# TASK DIRECTIONS
Transcribe all records exactly; omit pictures.

___ DATA FOR THE TASK ___

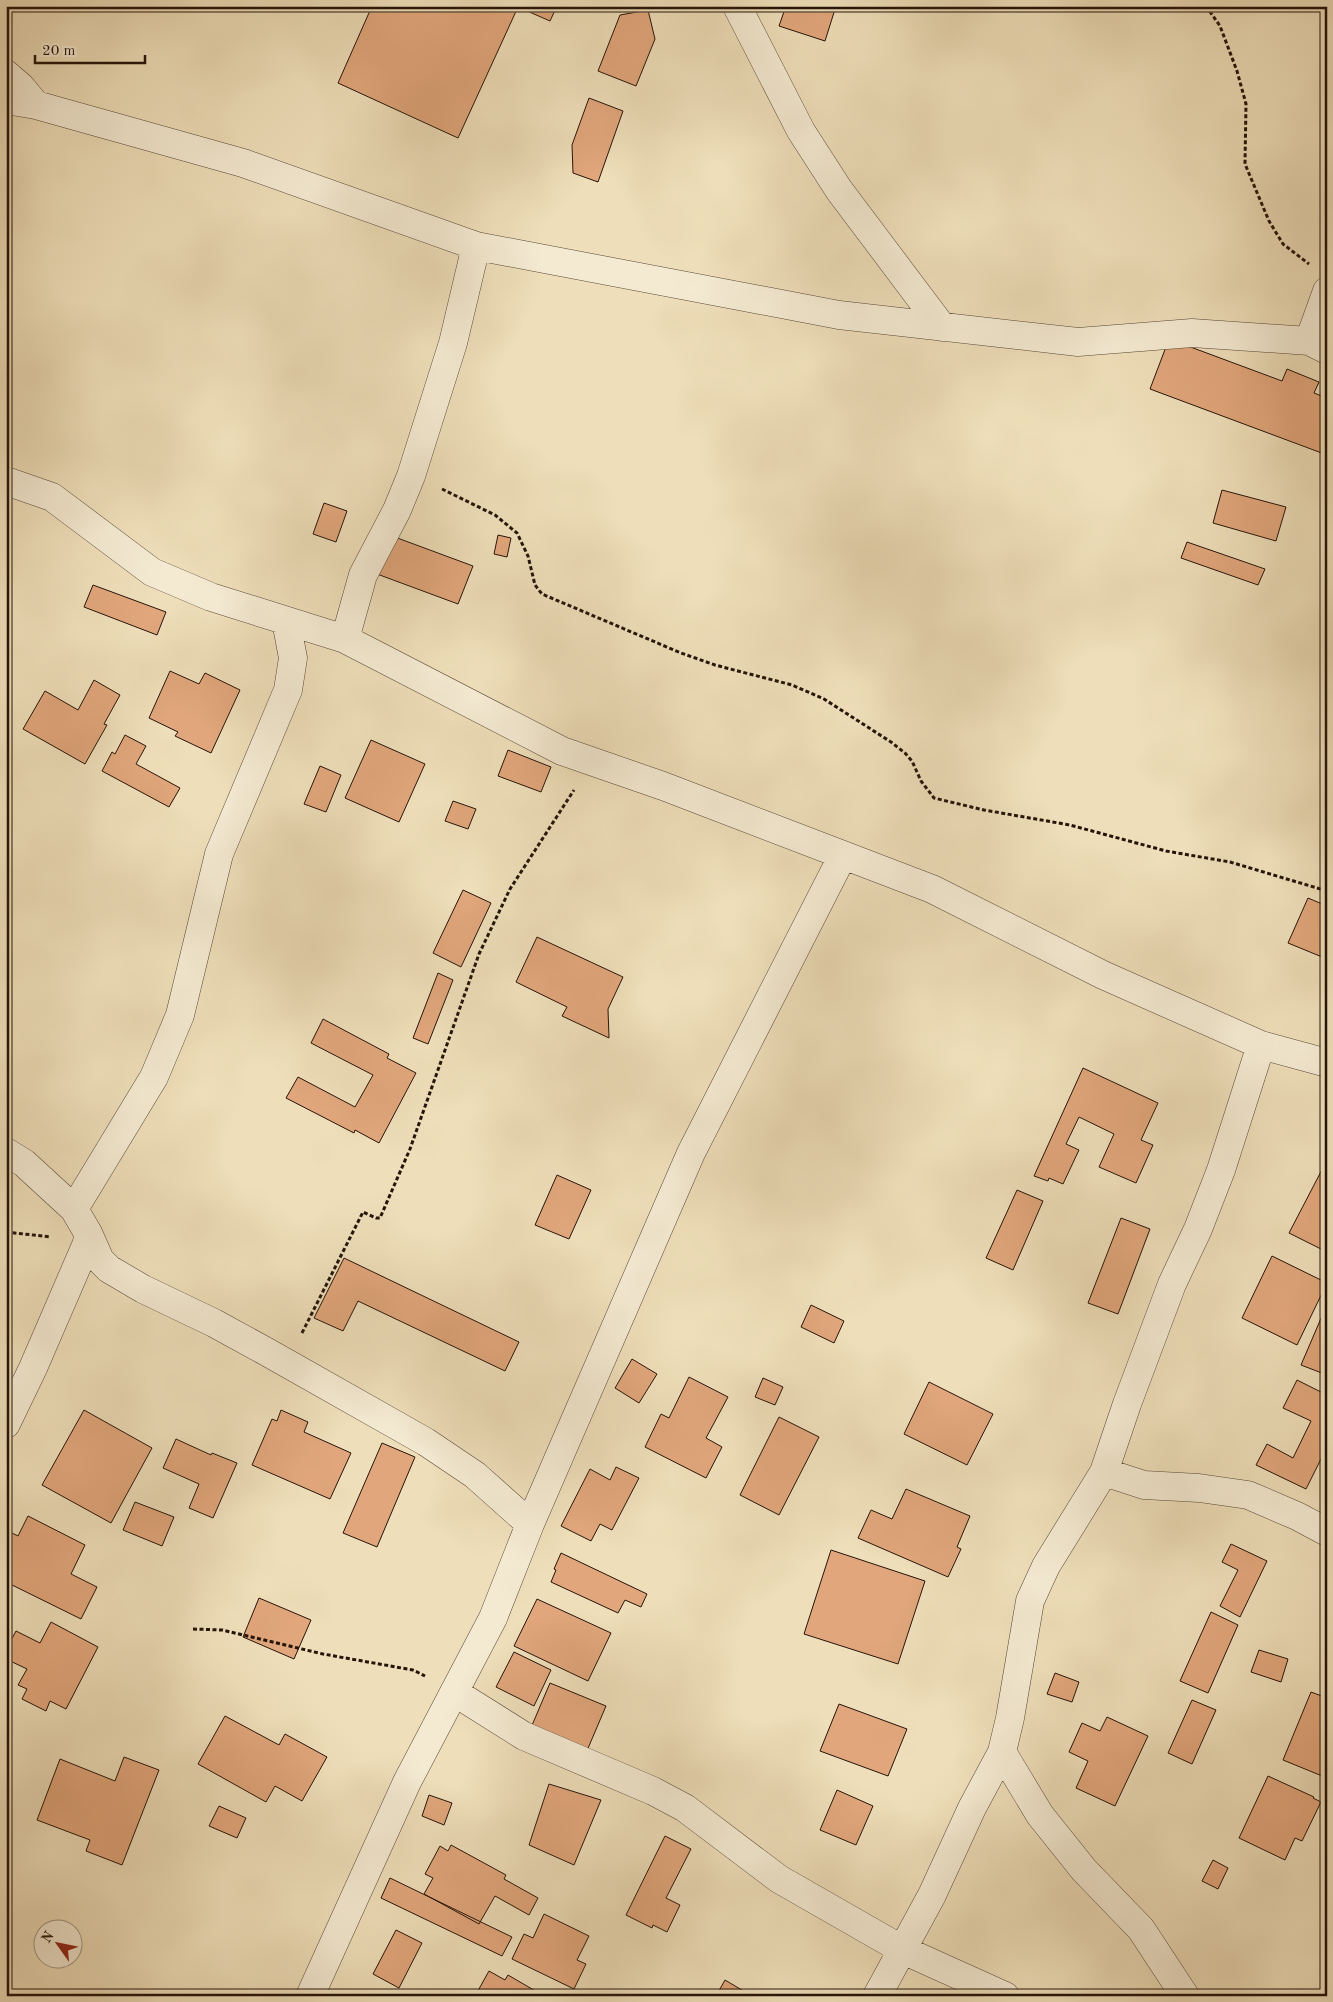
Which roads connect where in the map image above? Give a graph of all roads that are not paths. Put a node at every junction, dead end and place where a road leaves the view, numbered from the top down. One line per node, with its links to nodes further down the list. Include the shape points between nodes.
1 (737, 6): 7 (street, via 800,131 839,190)
2 (6, 74): 4 (street)
3 (6, 100): 4 (street)
4 (36, 105): 5 (street, via 243,163)
5 (476, 246): 7 (street, via 839,315); 11 (street, via 453,343 412,476 363,575)
6 (1327, 291): 8 (street)
7 (942, 327): 8 (street, via 1078,342 1192,333)
8 (1318, 346)
9 (6, 481): 10 (street, via 52,497 152,572 211,597)
10 (286, 621): 11 (street); 16 (street, via 293,658 288,690 219,854 180,1015 154,1077)
11 (345, 638): 12 (street, via 562,751 663,786)
12 (843, 856): 13 (street, via 932,889 1103,975); 20 (street, via 691,1153)
13 (1261, 1045): 14 (street); 19 (street, via 1221,1170 1172,1284)
14 (1327, 1063)
15 (6, 1152): 16 (street, via 24,1163)
16 (74, 1209): 17 (street)
17 (88, 1238): 18 (street); 20 (street, via 109,1269 143,1290 214,1323 426,1442 475,1475)
18 (6, 1424)
19 (1104, 1472): 21 (street, via 1144,1485 1248,1495); 23 (street, via 1046,1566 1030,1601)
20 (530, 1524): 22 (street, via 494,1618)
21 (1327, 1532)
22 (454, 1692): 24 (street, via 524,1736 685,1808 779,1879); 25 (street, via 407,1782)
23 (1002, 1752): 24 (street); 28 (street, via 1040,1815 1084,1870 1141,1929)
24 (903, 1950): 26 (street); 27 (street)
25 (310, 1996)
26 (877, 1996)
27 (1005, 1996)
28 (1185, 1996)

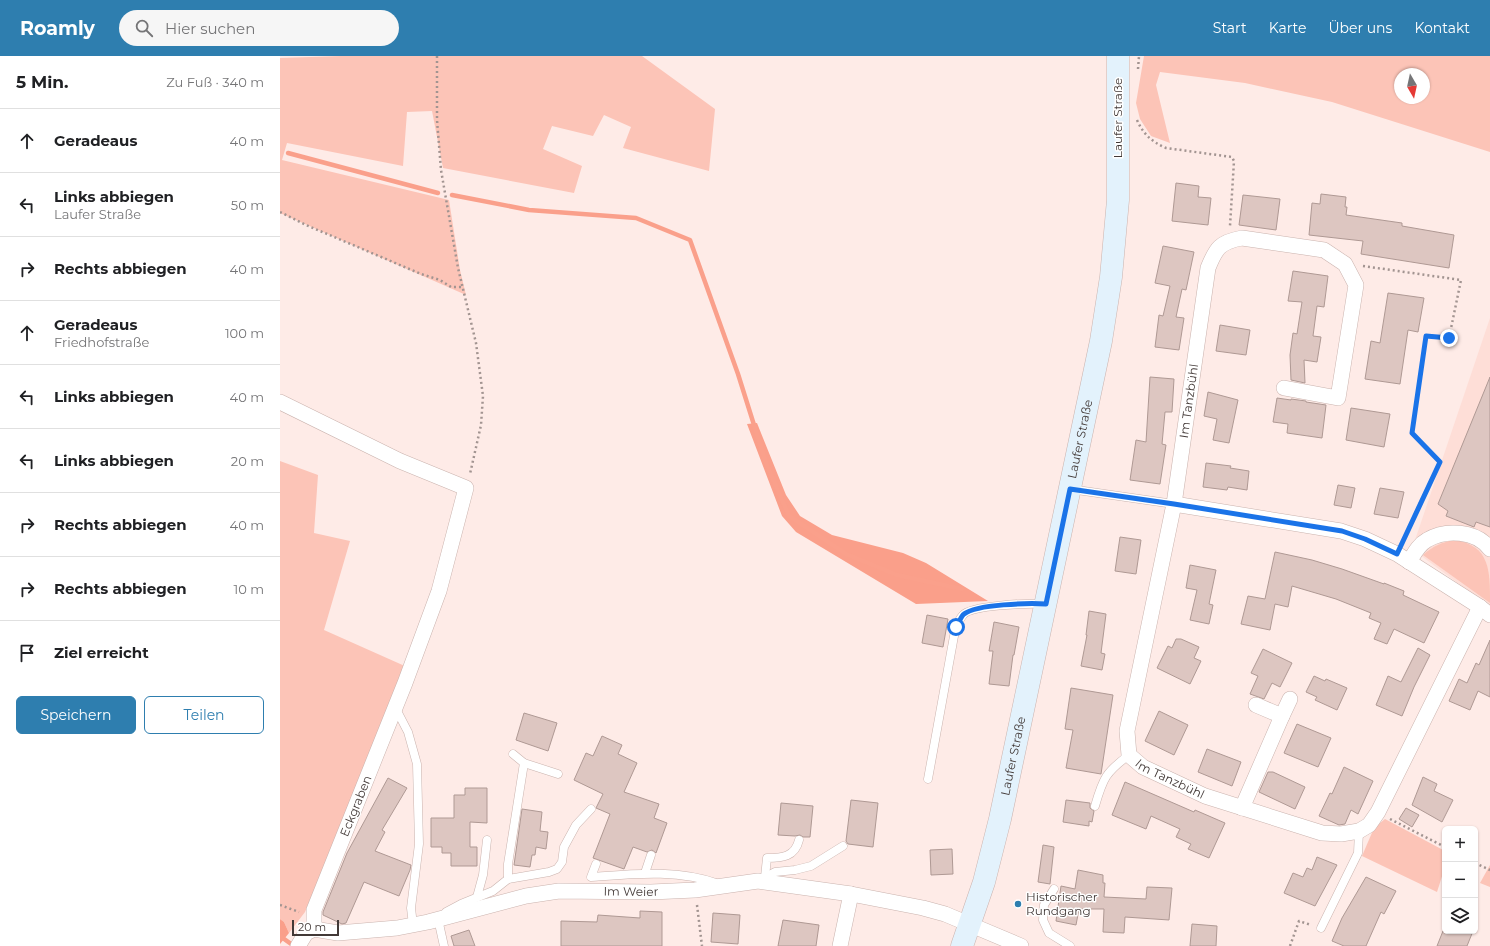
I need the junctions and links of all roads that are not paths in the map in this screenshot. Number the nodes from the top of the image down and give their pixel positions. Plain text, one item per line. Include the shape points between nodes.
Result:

___

# ANSWER TO THIS EXERCISE
Which roads connect where in the map image above? Give a graph of all roads that are not paths. Put a node at every junction, dead end and place where a road leaves the view, numbered from the top down. One line per node, with its links to nodes further down the list. Include the shape points between nodes.
1 (737, 6): 7 (street, via 800,131 839,190)
2 (6, 74): 4 (street)
3 (6, 100): 4 (street)
4 (36, 105): 5 (street, via 243,163)
5 (476, 246): 7 (street, via 839,315); 11 (street, via 453,343 412,476 363,575)
6 (1327, 291): 8 (street)
7 (942, 327): 8 (street, via 1078,342 1192,333)
8 (1318, 346)
9 (6, 481): 10 (street, via 52,497 152,572 211,597)
10 (286, 621): 11 (street); 16 (street, via 293,658 288,690 219,854 180,1015 154,1077)
11 (345, 638): 12 (street, via 562,751 663,786)
12 (843, 856): 13 (street, via 932,889 1103,975); 20 (street, via 691,1153)
13 (1261, 1045): 14 (street); 19 (street, via 1221,1170 1172,1284)
14 (1327, 1063)
15 (6, 1152): 16 (street, via 24,1163)
16 (74, 1209): 17 (street)
17 (88, 1238): 18 (street); 20 (street, via 109,1269 143,1290 214,1323 426,1442 475,1475)
18 (6, 1424)
19 (1104, 1472): 21 (street, via 1144,1485 1248,1495); 23 (street, via 1046,1566 1030,1601)
20 (530, 1524): 22 (street, via 494,1618)
21 (1327, 1532)
22 (454, 1692): 24 (street, via 524,1736 685,1808 779,1879); 25 (street, via 407,1782)
23 (1002, 1752): 24 (street); 28 (street, via 1040,1815 1084,1870 1141,1929)
24 (903, 1950): 26 (street); 27 (street)
25 (310, 1996)
26 (877, 1996)
27 (1005, 1996)
28 (1185, 1996)

I need the junctions and links of all roads that are not paths in the map in this screenshot. Number the nodes from the top of the image down and give their pixel positions. Plain text, one item per line. Include the shape points between nodes.
Result:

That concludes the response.